The beta rule, as seen on the syntactic tree of a term, is a graph rewrite which is simple, but the context of application of it is complex, if one tries to stay in the real of syntactic trees (or that of some graphs which are associated to lambda terms).
This is one example of blindness caused by semantics. Of course that it is very difficult to conceive strategies of applications of this local rule (it involves only two nodes and 5 edges) so that the graph after the rewrite has a global property (means a lambda term).
But a whole world is missed this way!
In chemlambda the rewrite is called BETA or A-L.
see the list of rewrites
In mol notation this rewrite is
L 1 2 c , A c 3 4 – – > Arrow 1 4 , Arrow 3 2
(and then is the turn of COMB rewrite to eliminate the arrow elements, if possible)
As 1, 2, 3, 4, c are only port variables in chemlambda, let’s use other:
L A x in , A in B let – – > Arrow A let , Arrow B x
So if we interpret Arrow (via the COMB rewrite) as meaning “=”, we get to the conclusion that
let x=B in A
is in chemlambda
L A x in
A in B let
Nice. it almost verbatim the same thing. Remark that the command”let” appears as a port variable too.
Visually the rewrite/command is this:
The price is that even if we start with a graph which is related to a lambda term, after performing such careless rewrites we get out of the realm of lambda terms.
But there is a more subtle difference: the nodes of the graphs are not gates and the edges are not wires which carry signals.
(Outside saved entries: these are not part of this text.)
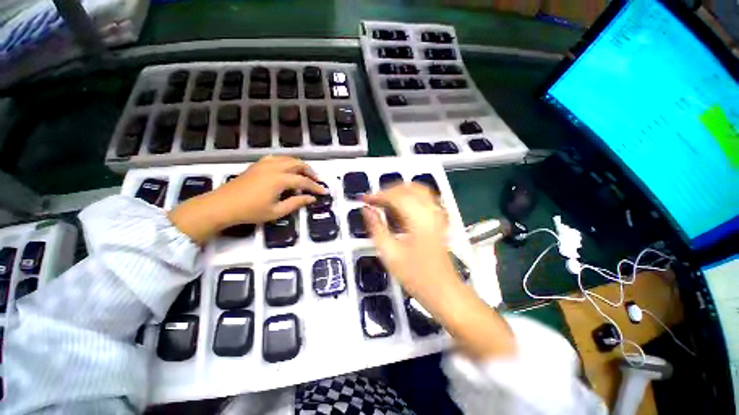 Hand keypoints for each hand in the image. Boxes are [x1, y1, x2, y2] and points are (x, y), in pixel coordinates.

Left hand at [169, 156, 325, 243]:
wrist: (222, 205)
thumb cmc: (250, 211)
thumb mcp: (276, 211)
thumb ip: (296, 203)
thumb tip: (311, 199)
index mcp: (279, 180)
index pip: (303, 181)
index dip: (315, 187)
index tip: (323, 192)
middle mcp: (274, 168)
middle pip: (297, 164)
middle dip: (310, 171)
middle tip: (317, 181)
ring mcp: (264, 164)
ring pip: (287, 158)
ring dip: (299, 165)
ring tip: (305, 173)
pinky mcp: (257, 165)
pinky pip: (276, 158)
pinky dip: (286, 161)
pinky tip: (287, 168)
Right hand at [361, 184, 458, 300]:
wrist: (443, 291)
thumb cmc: (417, 276)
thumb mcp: (390, 254)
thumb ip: (376, 228)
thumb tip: (367, 211)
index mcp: (419, 219)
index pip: (396, 196)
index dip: (377, 195)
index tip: (363, 199)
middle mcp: (431, 212)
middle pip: (408, 188)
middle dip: (387, 191)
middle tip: (372, 201)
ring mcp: (437, 215)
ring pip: (417, 190)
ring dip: (398, 192)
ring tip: (383, 202)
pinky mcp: (439, 220)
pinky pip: (423, 199)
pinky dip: (408, 197)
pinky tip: (398, 207) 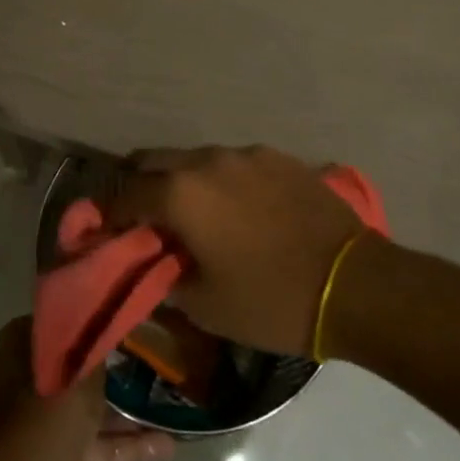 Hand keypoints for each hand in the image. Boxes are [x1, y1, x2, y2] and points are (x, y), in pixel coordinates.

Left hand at [0, 316, 172, 460]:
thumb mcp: (83, 368)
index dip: (85, 323)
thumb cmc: (51, 407)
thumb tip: (105, 327)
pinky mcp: (58, 455)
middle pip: (71, 367)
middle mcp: (24, 380)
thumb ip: (97, 347)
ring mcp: (40, 421)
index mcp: (19, 347)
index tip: (116, 324)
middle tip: (143, 361)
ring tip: (162, 403)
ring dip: (122, 411)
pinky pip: (93, 442)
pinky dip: (124, 444)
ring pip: (85, 408)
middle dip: (107, 370)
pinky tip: (164, 446)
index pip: (55, 324)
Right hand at [106, 145, 365, 355]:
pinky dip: (221, 182)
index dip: (108, 214)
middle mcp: (206, 161)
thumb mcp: (207, 306)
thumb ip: (167, 278)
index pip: (125, 195)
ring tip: (193, 214)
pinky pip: (233, 163)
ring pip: (194, 159)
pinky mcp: (277, 156)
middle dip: (139, 186)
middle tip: (141, 218)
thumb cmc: (272, 300)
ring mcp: (244, 154)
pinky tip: (238, 210)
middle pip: (153, 161)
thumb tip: (152, 265)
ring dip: (182, 181)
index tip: (103, 231)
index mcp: (181, 193)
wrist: (355, 283) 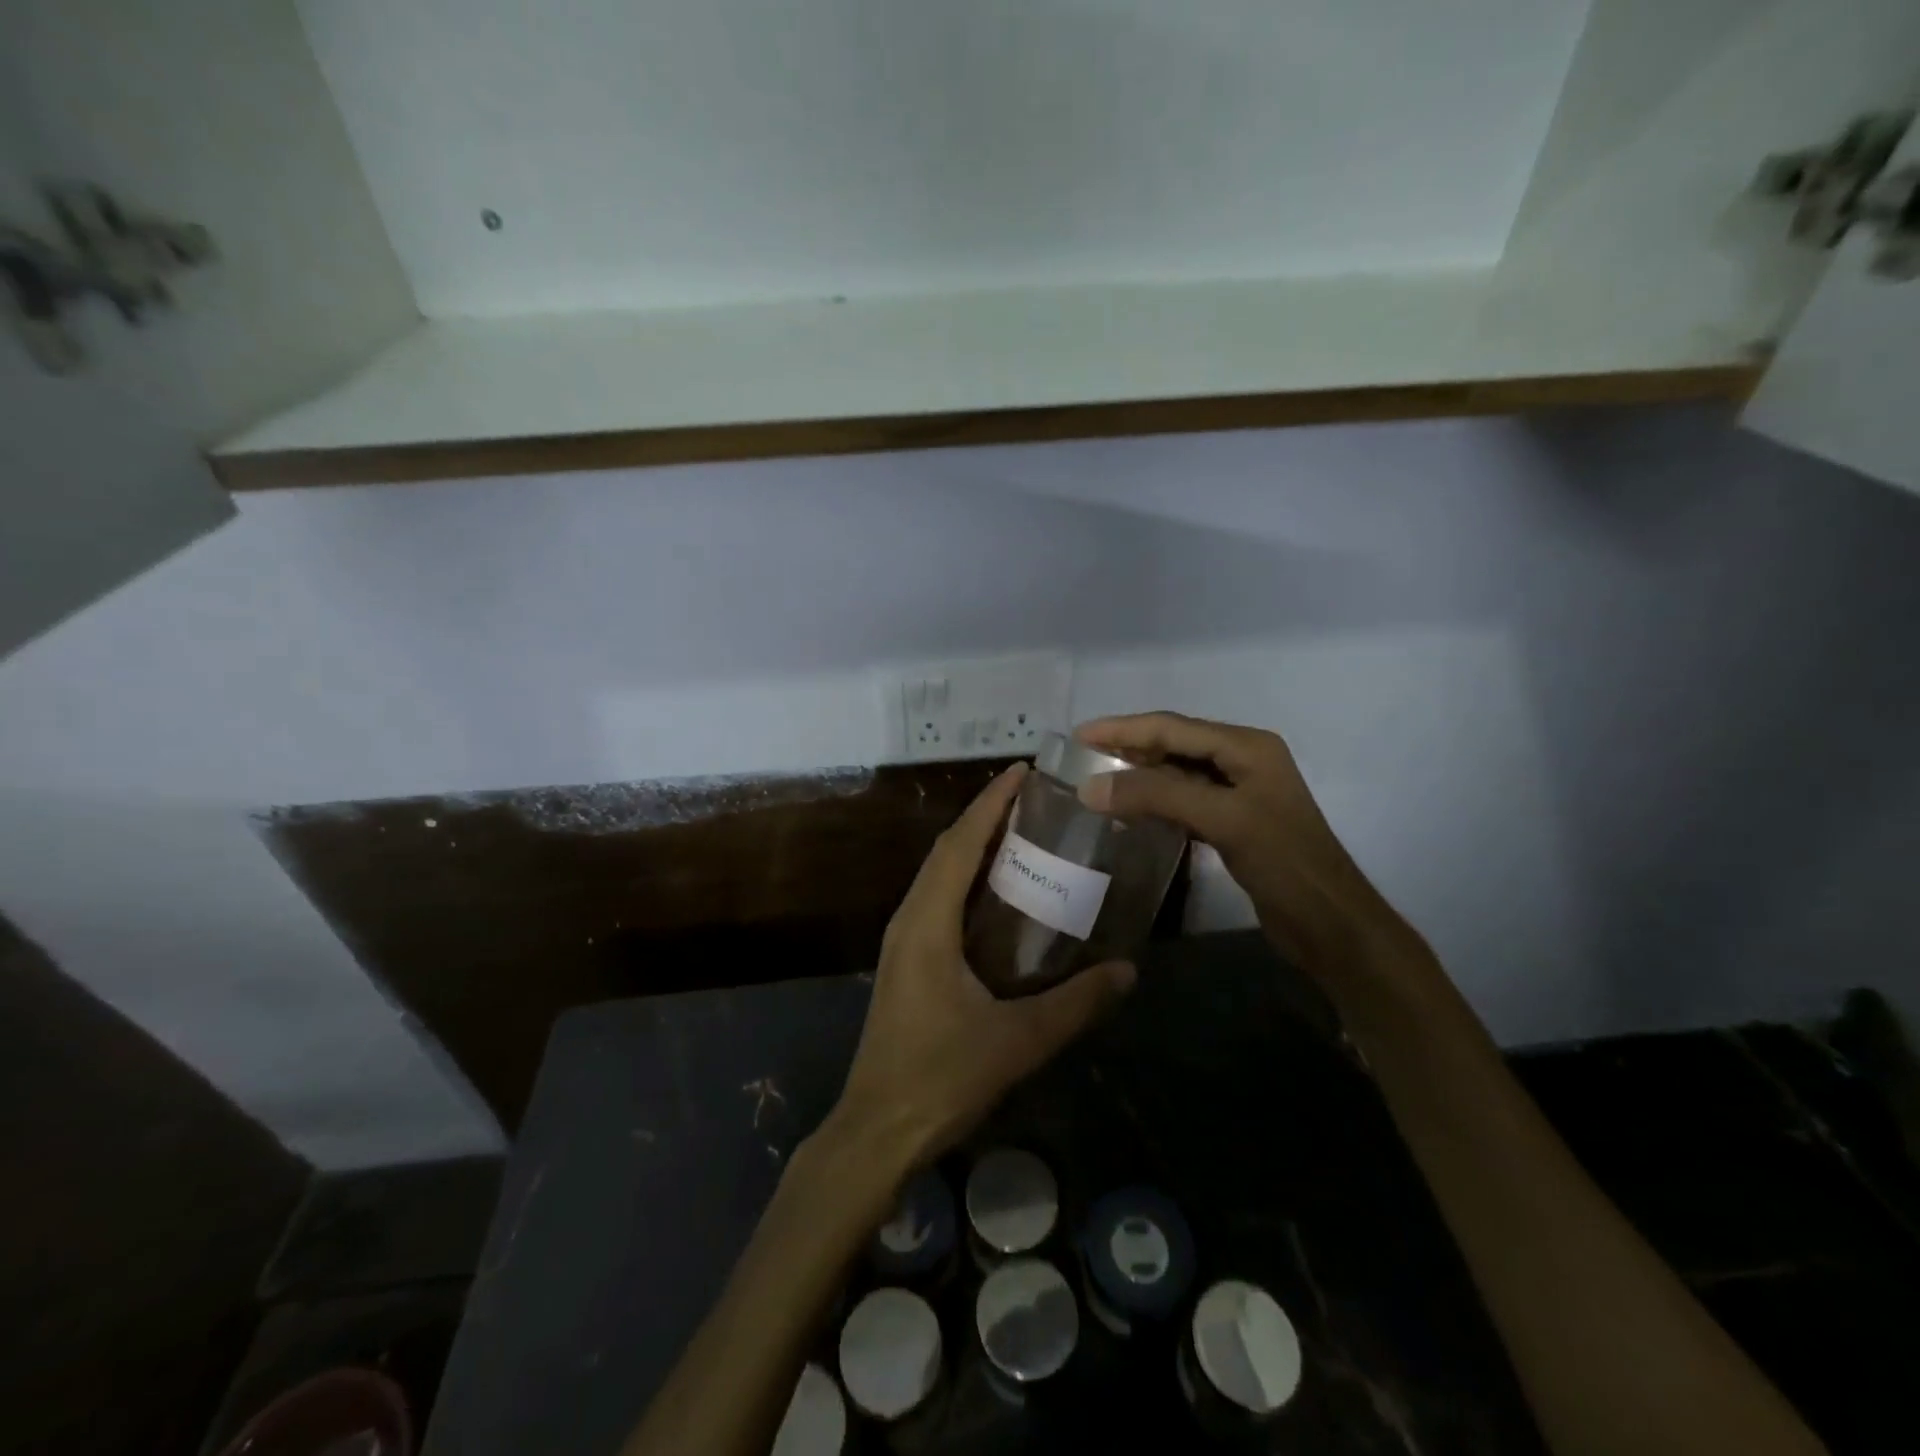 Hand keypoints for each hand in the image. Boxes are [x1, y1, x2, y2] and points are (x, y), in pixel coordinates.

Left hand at [830, 763, 1135, 1169]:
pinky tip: (998, 894)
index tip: (1023, 772)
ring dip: (974, 846)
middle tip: (1034, 799)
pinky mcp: (906, 961)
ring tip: (1022, 833)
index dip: (990, 803)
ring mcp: (902, 941)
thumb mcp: (1017, 1040)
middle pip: (946, 850)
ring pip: (938, 874)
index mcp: (927, 922)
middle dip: (985, 817)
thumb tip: (1127, 971)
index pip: (959, 843)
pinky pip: (937, 900)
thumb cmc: (941, 1077)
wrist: (878, 1129)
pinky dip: (966, 879)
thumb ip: (1075, 1004)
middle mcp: (909, 919)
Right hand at [1075, 712, 1418, 982]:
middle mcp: (1243, 760)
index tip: (1079, 735)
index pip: (1173, 727)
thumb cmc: (1284, 862)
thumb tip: (1090, 787)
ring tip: (1097, 782)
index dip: (1123, 729)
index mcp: (1247, 746)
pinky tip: (1129, 814)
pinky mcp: (1233, 823)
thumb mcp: (1222, 819)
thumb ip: (1157, 796)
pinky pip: (1184, 801)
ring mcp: (1239, 793)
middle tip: (1081, 757)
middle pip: (1174, 745)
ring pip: (1176, 774)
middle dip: (1128, 748)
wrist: (1330, 924)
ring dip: (1138, 776)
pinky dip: (1154, 803) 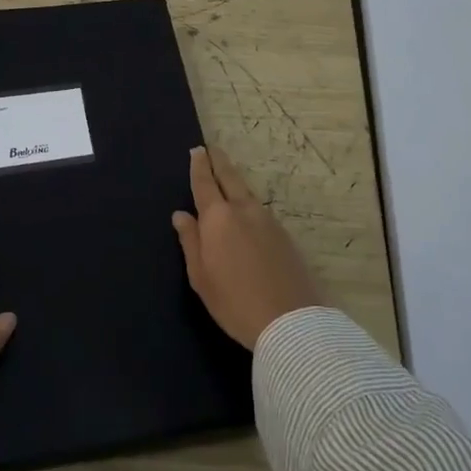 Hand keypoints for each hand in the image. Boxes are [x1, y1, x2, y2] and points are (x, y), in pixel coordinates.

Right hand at [172, 146, 321, 350]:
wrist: (290, 322)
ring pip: (247, 193)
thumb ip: (190, 241)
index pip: (205, 184)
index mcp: (218, 218)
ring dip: (235, 181)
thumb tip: (181, 214)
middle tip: (212, 149)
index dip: (199, 166)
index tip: (197, 150)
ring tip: (227, 177)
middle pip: (230, 178)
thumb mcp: (200, 276)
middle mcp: (244, 211)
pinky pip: (260, 211)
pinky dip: (248, 203)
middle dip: (219, 162)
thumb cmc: (234, 301)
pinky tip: (246, 212)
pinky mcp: (284, 236)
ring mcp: (268, 221) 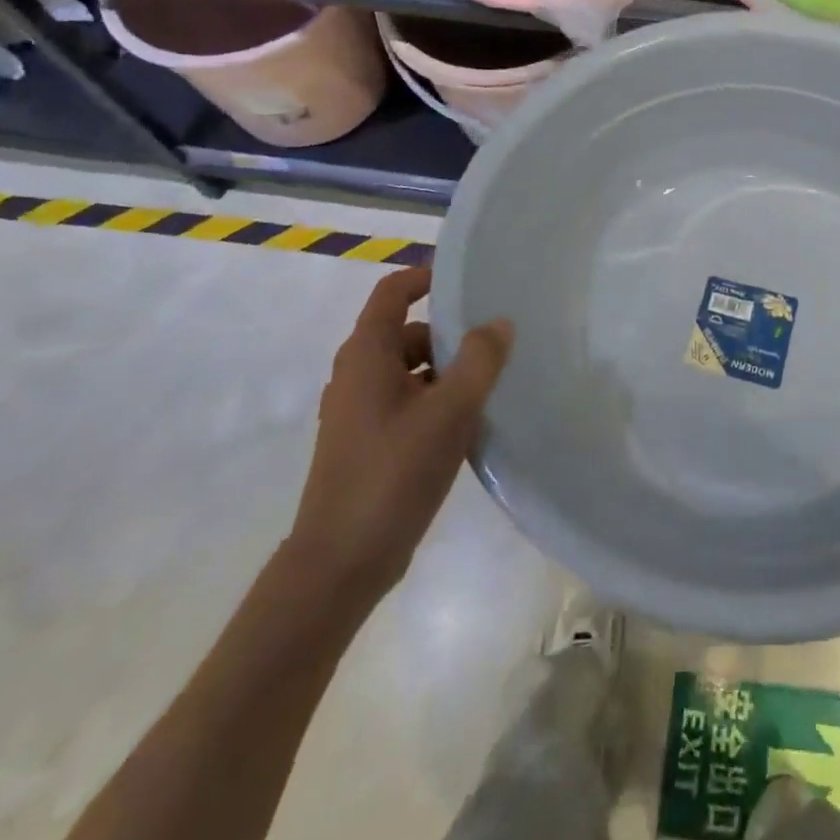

The reduction works well for many fundamental examples,
by a simple combination of the beta rewrite and those rewrites from the DIST family I wrote about in the post about duplicating trees.
So, we get out of lambda calculus, what’s wrong with that? Nothing, actually, it turns out that the world outside lambda, but in chemlambda, has very interesting features. Nobody explored them, that is why is so hard to discuss about that without falling into one’s preconceptions (has to be functional programming, has to be lambda calculus, has to be a language, has to have a global semantics).